◆ **Try it**
Your answer should be one number, the count of lines in the records that carry the string "junctions".

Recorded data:
* * * * * * *

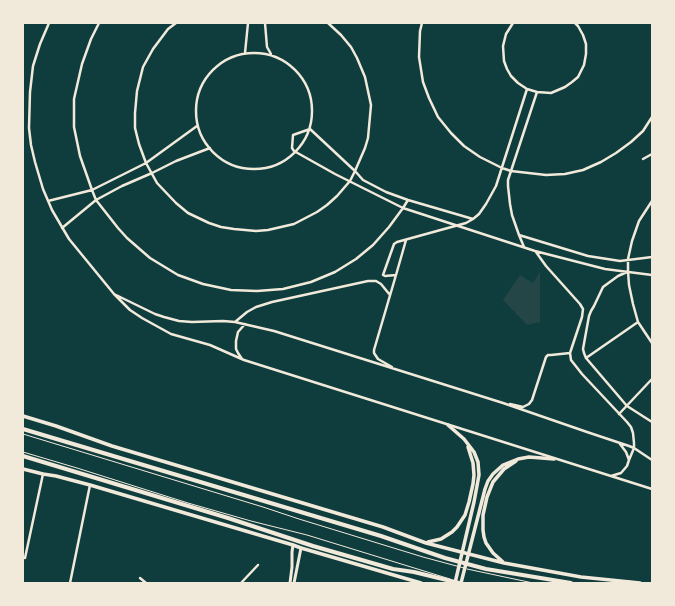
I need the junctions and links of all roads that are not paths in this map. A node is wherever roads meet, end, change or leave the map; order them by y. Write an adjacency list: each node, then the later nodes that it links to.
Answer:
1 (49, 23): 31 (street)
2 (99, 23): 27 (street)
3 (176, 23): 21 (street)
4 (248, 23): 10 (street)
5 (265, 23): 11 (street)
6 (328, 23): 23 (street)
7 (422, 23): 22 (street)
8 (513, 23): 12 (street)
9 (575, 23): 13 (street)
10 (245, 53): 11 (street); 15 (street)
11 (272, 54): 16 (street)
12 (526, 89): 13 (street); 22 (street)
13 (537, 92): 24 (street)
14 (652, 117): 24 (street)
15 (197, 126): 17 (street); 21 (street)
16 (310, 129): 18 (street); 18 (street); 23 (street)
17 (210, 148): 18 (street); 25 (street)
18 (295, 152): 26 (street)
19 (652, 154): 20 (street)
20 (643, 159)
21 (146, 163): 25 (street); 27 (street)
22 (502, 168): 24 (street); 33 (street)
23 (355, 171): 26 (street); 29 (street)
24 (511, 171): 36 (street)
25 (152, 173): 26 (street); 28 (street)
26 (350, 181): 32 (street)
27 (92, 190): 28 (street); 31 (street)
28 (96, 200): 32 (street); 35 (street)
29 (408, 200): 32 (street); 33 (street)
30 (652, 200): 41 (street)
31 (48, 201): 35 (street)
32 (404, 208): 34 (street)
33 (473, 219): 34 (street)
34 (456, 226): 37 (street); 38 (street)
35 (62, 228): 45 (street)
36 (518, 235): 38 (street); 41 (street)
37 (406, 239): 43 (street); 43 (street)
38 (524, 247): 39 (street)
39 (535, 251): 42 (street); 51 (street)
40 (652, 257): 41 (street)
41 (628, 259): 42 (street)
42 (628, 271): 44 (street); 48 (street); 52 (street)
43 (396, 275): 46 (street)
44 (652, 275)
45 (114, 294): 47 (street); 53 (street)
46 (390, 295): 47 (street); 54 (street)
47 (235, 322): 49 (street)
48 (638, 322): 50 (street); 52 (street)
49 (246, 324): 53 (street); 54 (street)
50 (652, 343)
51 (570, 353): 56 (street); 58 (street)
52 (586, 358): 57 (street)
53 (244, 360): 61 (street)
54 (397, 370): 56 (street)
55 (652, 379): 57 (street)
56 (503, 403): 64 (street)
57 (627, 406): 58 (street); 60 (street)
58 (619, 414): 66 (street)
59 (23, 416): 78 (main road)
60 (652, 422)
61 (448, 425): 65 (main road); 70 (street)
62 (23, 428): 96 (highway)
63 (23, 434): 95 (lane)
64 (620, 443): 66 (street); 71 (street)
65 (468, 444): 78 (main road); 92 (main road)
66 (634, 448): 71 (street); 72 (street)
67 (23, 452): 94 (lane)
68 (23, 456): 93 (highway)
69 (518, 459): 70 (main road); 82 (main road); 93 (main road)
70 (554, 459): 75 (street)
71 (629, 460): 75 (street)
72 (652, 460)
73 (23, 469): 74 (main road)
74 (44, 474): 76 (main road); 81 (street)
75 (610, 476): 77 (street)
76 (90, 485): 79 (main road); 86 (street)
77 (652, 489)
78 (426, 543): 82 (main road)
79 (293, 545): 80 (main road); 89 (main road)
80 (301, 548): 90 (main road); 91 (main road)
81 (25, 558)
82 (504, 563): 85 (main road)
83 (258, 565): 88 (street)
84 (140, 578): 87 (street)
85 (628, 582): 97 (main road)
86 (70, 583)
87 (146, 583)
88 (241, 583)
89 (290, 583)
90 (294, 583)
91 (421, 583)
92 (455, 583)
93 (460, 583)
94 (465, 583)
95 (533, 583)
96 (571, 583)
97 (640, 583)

* * * * * * *

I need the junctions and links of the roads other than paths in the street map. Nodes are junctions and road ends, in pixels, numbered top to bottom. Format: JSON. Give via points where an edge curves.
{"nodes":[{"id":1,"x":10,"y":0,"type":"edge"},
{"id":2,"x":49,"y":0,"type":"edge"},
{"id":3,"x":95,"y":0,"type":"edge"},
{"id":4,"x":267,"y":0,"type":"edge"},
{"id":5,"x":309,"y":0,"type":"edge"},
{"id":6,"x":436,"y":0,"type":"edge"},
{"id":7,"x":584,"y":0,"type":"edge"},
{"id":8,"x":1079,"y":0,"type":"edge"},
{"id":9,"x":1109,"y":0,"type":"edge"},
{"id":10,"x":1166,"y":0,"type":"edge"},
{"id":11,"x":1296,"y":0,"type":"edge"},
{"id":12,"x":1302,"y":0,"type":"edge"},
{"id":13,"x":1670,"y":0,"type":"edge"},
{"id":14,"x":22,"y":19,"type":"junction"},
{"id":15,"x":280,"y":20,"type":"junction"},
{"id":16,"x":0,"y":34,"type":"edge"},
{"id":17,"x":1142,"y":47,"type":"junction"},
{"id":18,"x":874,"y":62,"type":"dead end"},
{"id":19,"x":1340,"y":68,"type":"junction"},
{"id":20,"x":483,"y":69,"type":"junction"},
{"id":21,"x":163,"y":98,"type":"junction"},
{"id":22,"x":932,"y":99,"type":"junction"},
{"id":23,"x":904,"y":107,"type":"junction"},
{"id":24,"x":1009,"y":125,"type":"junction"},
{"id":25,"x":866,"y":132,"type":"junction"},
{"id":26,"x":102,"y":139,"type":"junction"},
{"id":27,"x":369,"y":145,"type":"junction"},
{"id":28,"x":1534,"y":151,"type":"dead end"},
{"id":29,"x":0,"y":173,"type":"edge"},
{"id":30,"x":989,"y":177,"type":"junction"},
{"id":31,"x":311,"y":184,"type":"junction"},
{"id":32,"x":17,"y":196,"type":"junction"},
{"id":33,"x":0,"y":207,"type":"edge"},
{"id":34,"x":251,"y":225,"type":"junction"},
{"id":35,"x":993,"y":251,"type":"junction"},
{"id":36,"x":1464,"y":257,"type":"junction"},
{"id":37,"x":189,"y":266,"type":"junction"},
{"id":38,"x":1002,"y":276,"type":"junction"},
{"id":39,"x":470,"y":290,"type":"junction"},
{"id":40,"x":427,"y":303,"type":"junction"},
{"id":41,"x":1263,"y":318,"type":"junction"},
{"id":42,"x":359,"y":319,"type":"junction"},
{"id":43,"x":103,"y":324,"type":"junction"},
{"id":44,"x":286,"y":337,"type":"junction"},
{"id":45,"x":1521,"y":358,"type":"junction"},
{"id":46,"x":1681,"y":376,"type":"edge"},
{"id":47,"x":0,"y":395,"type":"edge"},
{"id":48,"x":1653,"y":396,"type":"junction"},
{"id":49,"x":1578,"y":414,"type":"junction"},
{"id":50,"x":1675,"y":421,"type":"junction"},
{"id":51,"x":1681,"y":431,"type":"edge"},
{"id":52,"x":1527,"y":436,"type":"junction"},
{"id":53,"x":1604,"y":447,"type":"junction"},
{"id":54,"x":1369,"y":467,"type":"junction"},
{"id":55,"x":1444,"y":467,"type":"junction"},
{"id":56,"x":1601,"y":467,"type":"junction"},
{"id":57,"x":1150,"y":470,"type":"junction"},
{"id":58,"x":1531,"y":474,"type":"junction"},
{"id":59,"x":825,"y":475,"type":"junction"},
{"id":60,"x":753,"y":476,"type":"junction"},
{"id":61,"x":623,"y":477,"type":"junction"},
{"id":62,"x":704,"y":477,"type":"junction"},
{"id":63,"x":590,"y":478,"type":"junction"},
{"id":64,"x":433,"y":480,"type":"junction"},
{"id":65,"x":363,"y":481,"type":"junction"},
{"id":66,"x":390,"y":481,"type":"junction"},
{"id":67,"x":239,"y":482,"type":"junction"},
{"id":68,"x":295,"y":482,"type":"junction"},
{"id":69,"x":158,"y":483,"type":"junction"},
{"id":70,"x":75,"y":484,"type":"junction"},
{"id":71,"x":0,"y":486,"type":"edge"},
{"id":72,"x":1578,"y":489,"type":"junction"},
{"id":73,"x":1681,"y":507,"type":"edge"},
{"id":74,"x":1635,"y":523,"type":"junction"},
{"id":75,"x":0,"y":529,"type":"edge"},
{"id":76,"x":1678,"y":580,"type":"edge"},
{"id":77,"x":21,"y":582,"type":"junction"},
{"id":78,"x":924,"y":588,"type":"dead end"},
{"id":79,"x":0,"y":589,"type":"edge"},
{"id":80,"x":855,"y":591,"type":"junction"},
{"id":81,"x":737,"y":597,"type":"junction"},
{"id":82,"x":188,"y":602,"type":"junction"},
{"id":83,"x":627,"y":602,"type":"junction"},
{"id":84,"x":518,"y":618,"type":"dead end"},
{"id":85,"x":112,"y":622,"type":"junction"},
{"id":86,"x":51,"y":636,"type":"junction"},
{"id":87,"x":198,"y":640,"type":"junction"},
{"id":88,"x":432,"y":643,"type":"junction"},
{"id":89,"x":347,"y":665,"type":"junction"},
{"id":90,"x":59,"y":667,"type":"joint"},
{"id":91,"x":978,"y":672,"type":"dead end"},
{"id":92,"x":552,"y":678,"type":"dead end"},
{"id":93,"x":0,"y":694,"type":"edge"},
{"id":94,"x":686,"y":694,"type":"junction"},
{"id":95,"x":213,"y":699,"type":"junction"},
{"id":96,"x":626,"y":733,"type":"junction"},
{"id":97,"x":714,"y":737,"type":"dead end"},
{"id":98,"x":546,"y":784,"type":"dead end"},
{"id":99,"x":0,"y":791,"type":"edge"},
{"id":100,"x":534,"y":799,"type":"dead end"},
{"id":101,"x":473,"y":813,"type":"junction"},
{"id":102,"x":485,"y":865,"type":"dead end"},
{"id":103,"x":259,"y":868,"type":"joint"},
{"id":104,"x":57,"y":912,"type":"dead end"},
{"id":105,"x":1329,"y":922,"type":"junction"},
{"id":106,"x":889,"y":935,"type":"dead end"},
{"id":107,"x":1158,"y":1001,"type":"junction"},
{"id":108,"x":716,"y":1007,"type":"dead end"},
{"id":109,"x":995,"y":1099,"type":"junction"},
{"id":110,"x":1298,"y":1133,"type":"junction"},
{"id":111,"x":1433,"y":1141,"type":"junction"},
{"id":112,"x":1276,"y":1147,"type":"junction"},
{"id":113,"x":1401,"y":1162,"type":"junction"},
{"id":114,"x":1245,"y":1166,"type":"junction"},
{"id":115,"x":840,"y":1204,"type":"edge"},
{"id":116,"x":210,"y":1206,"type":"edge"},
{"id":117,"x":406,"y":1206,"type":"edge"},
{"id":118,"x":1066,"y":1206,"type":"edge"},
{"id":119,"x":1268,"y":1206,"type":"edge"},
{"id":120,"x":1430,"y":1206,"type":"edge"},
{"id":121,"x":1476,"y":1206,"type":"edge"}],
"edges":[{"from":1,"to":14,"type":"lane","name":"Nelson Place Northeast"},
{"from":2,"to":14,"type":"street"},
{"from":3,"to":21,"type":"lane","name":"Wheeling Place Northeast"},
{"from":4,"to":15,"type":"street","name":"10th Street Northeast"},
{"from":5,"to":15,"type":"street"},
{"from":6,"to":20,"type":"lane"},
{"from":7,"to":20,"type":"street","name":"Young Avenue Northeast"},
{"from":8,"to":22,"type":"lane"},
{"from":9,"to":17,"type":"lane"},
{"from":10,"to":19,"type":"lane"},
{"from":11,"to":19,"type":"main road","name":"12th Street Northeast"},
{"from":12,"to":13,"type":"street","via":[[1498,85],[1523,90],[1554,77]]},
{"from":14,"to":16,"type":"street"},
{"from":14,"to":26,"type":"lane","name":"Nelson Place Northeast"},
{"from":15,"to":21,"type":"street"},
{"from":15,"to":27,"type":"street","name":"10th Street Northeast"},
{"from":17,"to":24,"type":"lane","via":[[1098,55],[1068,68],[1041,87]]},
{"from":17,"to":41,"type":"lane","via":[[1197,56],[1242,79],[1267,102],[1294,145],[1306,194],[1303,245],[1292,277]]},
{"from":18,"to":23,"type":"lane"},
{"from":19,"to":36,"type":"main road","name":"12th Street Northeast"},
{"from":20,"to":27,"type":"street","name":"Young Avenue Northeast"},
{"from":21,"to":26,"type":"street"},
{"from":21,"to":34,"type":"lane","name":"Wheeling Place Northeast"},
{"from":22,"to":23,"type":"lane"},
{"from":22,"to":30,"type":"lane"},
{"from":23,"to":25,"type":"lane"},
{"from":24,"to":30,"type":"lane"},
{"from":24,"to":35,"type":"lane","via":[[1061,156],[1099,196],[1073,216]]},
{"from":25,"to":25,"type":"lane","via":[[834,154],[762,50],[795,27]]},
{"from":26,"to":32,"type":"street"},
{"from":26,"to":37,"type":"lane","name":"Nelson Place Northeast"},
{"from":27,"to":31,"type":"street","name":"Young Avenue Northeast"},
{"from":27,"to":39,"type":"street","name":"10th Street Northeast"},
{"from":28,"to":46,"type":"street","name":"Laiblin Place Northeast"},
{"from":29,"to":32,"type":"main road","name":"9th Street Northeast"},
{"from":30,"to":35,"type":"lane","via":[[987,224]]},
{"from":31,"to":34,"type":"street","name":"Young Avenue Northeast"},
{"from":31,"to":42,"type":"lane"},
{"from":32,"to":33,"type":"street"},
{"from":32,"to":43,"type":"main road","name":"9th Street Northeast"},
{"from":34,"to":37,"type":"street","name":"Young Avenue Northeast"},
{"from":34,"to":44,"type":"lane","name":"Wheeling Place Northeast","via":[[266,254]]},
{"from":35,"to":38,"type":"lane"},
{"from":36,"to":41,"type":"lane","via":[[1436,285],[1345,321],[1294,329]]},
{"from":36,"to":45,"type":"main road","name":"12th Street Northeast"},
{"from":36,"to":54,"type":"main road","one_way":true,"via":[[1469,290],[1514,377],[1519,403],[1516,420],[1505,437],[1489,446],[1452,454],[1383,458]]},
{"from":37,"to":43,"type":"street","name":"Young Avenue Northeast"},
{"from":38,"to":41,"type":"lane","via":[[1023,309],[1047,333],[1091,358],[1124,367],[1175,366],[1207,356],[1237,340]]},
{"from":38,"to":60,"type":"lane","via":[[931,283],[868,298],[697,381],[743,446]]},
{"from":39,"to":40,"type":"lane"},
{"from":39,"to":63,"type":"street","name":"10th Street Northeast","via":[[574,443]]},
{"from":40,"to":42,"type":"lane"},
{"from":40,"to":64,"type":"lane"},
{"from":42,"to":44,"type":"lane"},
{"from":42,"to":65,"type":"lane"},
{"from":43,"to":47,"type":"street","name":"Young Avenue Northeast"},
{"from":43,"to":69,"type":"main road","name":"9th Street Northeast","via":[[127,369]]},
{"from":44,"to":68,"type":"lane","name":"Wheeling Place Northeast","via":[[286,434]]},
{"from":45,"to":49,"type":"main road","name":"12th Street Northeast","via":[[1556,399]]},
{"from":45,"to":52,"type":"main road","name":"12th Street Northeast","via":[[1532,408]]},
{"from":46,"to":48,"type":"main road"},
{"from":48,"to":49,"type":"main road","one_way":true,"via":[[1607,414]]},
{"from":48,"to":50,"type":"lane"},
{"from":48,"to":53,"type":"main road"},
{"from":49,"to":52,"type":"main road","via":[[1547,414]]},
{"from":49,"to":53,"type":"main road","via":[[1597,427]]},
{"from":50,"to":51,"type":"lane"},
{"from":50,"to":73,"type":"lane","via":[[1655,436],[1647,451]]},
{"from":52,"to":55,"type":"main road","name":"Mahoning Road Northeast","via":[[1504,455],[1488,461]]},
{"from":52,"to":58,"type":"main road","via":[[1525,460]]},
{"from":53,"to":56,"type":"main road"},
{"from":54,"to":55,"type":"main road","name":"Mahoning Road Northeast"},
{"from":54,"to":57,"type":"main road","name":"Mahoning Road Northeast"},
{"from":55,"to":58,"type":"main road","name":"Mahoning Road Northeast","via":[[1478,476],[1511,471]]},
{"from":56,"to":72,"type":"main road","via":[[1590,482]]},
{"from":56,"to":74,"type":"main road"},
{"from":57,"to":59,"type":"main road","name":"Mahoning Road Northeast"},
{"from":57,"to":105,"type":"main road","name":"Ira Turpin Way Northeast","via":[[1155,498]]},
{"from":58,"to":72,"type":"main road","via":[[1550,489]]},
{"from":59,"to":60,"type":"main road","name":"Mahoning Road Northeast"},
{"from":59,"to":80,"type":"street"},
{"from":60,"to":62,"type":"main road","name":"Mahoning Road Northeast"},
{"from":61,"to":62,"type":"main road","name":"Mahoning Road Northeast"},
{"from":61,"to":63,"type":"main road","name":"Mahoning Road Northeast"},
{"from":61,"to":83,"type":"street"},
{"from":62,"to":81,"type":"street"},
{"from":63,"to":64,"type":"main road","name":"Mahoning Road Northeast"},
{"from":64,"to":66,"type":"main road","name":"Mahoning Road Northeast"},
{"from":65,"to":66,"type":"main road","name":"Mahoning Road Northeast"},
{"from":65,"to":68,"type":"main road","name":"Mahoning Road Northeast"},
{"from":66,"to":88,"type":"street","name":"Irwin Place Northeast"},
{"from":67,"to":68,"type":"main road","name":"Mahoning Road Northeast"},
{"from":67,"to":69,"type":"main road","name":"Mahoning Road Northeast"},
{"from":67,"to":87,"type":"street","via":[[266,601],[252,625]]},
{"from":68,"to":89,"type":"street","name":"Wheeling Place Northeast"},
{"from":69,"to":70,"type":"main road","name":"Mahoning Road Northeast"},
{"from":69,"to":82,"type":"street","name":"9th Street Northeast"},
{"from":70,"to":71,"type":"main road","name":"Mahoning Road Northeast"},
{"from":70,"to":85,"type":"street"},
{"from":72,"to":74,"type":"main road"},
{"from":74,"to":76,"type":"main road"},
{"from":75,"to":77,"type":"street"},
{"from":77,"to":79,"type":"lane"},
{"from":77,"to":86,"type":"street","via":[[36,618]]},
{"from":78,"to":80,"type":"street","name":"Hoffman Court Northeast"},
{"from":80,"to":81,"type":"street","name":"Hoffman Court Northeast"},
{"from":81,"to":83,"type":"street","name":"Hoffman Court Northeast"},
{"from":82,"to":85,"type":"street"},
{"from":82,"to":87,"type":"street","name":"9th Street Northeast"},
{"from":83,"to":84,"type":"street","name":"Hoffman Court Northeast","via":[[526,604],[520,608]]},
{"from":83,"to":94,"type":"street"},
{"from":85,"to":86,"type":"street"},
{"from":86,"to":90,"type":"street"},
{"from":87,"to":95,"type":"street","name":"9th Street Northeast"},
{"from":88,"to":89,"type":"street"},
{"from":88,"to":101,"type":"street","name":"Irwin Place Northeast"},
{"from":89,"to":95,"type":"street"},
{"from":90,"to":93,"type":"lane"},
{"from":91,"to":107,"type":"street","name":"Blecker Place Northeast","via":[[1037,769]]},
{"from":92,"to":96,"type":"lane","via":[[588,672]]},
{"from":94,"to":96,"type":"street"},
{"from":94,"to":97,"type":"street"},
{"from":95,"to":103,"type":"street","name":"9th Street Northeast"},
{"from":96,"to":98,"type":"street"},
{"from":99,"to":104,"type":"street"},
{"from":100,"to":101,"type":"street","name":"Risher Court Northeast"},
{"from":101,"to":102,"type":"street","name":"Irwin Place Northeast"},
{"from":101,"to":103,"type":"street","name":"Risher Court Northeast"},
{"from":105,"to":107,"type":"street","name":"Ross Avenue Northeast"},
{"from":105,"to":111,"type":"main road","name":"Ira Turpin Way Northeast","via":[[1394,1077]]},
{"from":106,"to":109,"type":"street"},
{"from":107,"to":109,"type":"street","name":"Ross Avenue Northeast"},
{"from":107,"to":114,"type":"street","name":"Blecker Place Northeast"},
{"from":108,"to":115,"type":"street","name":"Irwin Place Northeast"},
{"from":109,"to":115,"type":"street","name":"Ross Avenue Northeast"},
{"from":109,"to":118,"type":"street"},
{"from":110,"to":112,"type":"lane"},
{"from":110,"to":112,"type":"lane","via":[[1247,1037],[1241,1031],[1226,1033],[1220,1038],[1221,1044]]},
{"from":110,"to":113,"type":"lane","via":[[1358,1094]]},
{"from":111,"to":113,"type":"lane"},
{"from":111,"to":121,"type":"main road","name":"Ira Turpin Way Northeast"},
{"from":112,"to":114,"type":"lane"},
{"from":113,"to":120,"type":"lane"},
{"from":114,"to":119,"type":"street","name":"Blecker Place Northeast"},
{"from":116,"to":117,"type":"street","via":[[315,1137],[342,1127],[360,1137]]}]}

* * * * * * *

◆ **Written reply**
2